(Exercise details): From the first line to the last, write out the records exactly, leaving out images.

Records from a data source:
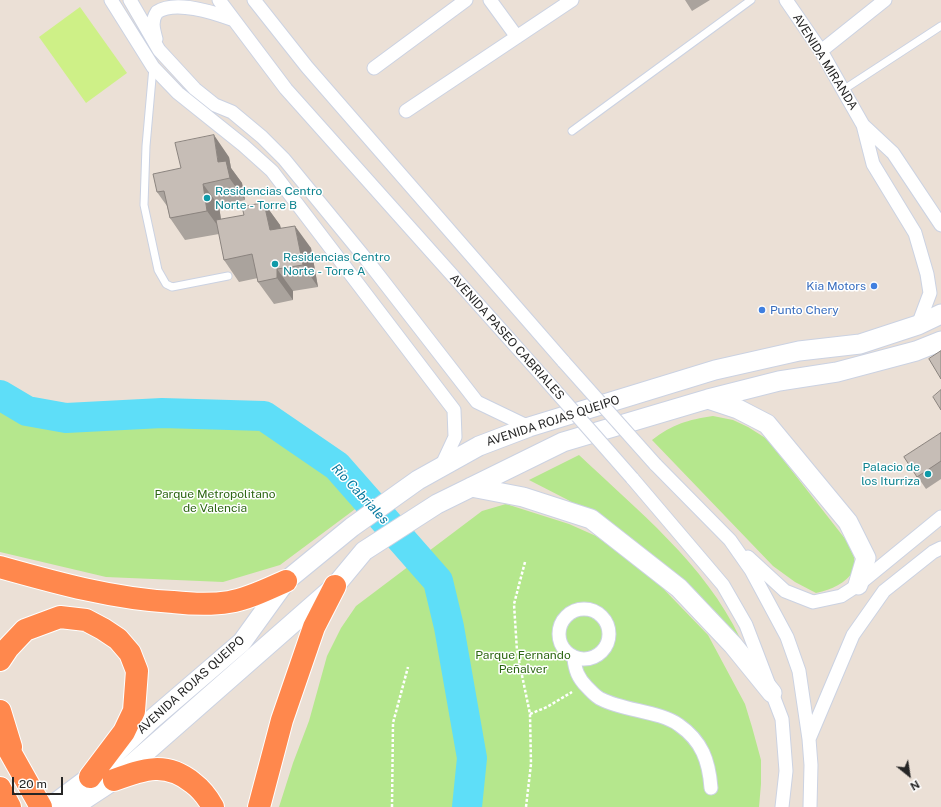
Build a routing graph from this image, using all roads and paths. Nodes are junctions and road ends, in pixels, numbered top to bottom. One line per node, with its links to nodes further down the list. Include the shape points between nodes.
1 (111, 0): 16 (street)
2 (130, 0): 14 (street)
3 (219, 0): 11 (street, AVENIDA PASEO CABRIALES)
4 (254, 0): 32 (street, bridge, via 307,67 564,362 655,464)
5 (466, 0): 17 (street)
6 (490, 0): 13 (street)
7 (572, 0): 13 (street)
8 (751, 0): 21 (lane)
9 (786, 0): 15 (street, AVENIDA MIRANDA)
10 (885, 0): 15 (street)
11 (234, 20): 14 (street, via 190,2 172,1 160,8 153,18 152,27); 43 (street, AVENIDA PASEO CABRIALES, bridge, via 286,89 545,379 723,585 746,625)
12 (941, 26): 18 (lane)
13 (517, 37): 19 (street)
14 (159, 50): 28 (street, via 195,89 215,105 232,112 284,159 366,259 476,402)
15 (820, 51): 18 (street, AVENIDA MIRANDA)
16 (153, 67): 23 (lane, via 144,205 158,270 166,284 172,287); 29 (street, via 178,93 272,172 454,410 455,437)
17 (374, 68)
18 (843, 90): 20 (street, AVENIDA MIRANDA)
19 (406, 111)
20 (862, 125): 22 (street, AVENIDA MIRANDA, via 893,153); 25 (street, AVENIDA MIRANDA, via 873,164 915,233 927,274 930,293)
21 (572, 131)
22 (941, 225)
23 (228, 276)
24 (941, 314): 25 (street, AVENIDA ROJAS QUEIPO)
25 (918, 325): 28 (street, AVENIDA ROJAS QUEIPO, via 860,344 799,351 715,370)
26 (941, 341): 27 (street, AVENIDA ROJAS QUEIPO, via 916,351 838,372 779,381)
27 (708, 399): 30 (street, AVENIDA ROJAS QUEIPO, via 563,442); 38 (street, via 738,409 767,424 848,522 866,558)
28 (529, 427): 29 (street, AVENIDA ROJAS QUEIPO, via 479,446)
29 (441, 467): 36 (street, AVENIDA ROJAS QUEIPO, via 352,526)
30 (471, 487): 37 (street, AVENIDA ROJAS QUEIPO, via 437,504 364,551); 43 (street, via 523,497 591,519 679,588 733,645)
31 (941, 517): 38 (street)
32 (730, 540): 38 (street, via 785,592 813,602 841,596); 47 (street, via 751,570 787,637 799,671)
33 (938, 549): 47 (street, via 884,591 853,635)
34 (525, 562): 45 (path, via 514,604 516,651)
35 (0, 567): 36 (highway, via 145,601 190,604 229,602)
36 (286, 581): 49 (street, AVENIDA ROJAS QUEIPO, via 242,642 150,721)
37 (335, 586): 49 (street, AVENIDA ROJAS QUEIPO); 57 (highway, via 314,627 282,720)
38 (858, 586)
39 (574, 658): 42 (street, via 574,667)
40 (0, 660): 49 (highway, via 25,630 60,617 86,620 98,626 118,639 130,653 137,671 134,711)
41 (408, 666): 58 (path, via 393,723)
42 (584, 684): 45 (path, via 547,707); 51 (street, via 599,699 678,724 702,749 709,767)
43 (772, 693): 60 (street, AVENIDA PASEO CABRIALES, via 782,719 786,771)
44 (0, 711): 48 (highway)
45 (530, 714): 59 (path, via 532,764)
46 (0, 734): 48 (highway)
47 (809, 739): 61 (street)
48 (14, 758): 53 (highway)
49 (103, 781): 54 (street, AVENIDA ROJAS QUEIPO); 55 (street, AVENIDA ROJAS QUEIPO); 56 (highway, via 142,770 166,768 183,775 199,788)
50 (0, 788): 52 (highway)
51 (711, 788)
52 (10, 807)
53 (41, 807)
54 (50, 807)
55 (73, 807)
56 (213, 807)
57 (259, 807)
58 (392, 807)
59 (526, 807)
60 (782, 807)
61 (810, 807)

(Answer to this problem):
Build a routing graph from this image, using all roads and paths. Nodes are junctions and road ends, in pixels, numbered top to bottom. One line per node, with its links to nodes further down the list. Include the shape points between nodes.
1 (111, 0): 16 (street)
2 (130, 0): 14 (street)
3 (219, 0): 11 (street, AVENIDA PASEO CABRIALES)
4 (254, 0): 32 (street, bridge, via 307,67 564,362 655,464)
5 (466, 0): 17 (street)
6 (490, 0): 13 (street)
7 (572, 0): 13 (street)
8 (751, 0): 21 (lane)
9 (786, 0): 15 (street, AVENIDA MIRANDA)
10 (885, 0): 15 (street)
11 (234, 20): 14 (street, via 190,2 172,1 160,8 153,18 152,27); 43 (street, AVENIDA PASEO CABRIALES, bridge, via 286,89 545,379 723,585 746,625)
12 (941, 26): 18 (lane)
13 (517, 37): 19 (street)
14 (159, 50): 28 (street, via 195,89 215,105 232,112 284,159 366,259 476,402)
15 (820, 51): 18 (street, AVENIDA MIRANDA)
16 (153, 67): 23 (lane, via 144,205 158,270 166,284 172,287); 29 (street, via 178,93 272,172 454,410 455,437)
17 (374, 68)
18 (843, 90): 20 (street, AVENIDA MIRANDA)
19 (406, 111)
20 (862, 125): 22 (street, AVENIDA MIRANDA, via 893,153); 25 (street, AVENIDA MIRANDA, via 873,164 915,233 927,274 930,293)
21 (572, 131)
22 (941, 225)
23 (228, 276)
24 (941, 314): 25 (street, AVENIDA ROJAS QUEIPO)
25 (918, 325): 28 (street, AVENIDA ROJAS QUEIPO, via 860,344 799,351 715,370)
26 (941, 341): 27 (street, AVENIDA ROJAS QUEIPO, via 916,351 838,372 779,381)
27 (708, 399): 30 (street, AVENIDA ROJAS QUEIPO, via 563,442); 38 (street, via 738,409 767,424 848,522 866,558)
28 (529, 427): 29 (street, AVENIDA ROJAS QUEIPO, via 479,446)
29 (441, 467): 36 (street, AVENIDA ROJAS QUEIPO, via 352,526)
30 (471, 487): 37 (street, AVENIDA ROJAS QUEIPO, via 437,504 364,551); 43 (street, via 523,497 591,519 679,588 733,645)
31 (941, 517): 38 (street)
32 (730, 540): 38 (street, via 785,592 813,602 841,596); 47 (street, via 751,570 787,637 799,671)
33 (938, 549): 47 (street, via 884,591 853,635)
34 (525, 562): 45 (path, via 514,604 516,651)
35 (0, 567): 36 (highway, via 145,601 190,604 229,602)
36 (286, 581): 49 (street, AVENIDA ROJAS QUEIPO, via 242,642 150,721)
37 (335, 586): 49 (street, AVENIDA ROJAS QUEIPO); 57 (highway, via 314,627 282,720)
38 (858, 586)
39 (574, 658): 42 (street, via 574,667)
40 (0, 660): 49 (highway, via 25,630 60,617 86,620 98,626 118,639 130,653 137,671 134,711)
41 (408, 666): 58 (path, via 393,723)
42 (584, 684): 45 (path, via 547,707); 51 (street, via 599,699 678,724 702,749 709,767)
43 (772, 693): 60 (street, AVENIDA PASEO CABRIALES, via 782,719 786,771)
44 (0, 711): 48 (highway)
45 (530, 714): 59 (path, via 532,764)
46 (0, 734): 48 (highway)
47 (809, 739): 61 (street)
48 (14, 758): 53 (highway)
49 (103, 781): 54 (street, AVENIDA ROJAS QUEIPO); 55 (street, AVENIDA ROJAS QUEIPO); 56 (highway, via 142,770 166,768 183,775 199,788)
50 (0, 788): 52 (highway)
51 (711, 788)
52 (10, 807)
53 (41, 807)
54 (50, 807)
55 (73, 807)
56 (213, 807)
57 (259, 807)
58 (392, 807)
59 (526, 807)
60 (782, 807)
61 (810, 807)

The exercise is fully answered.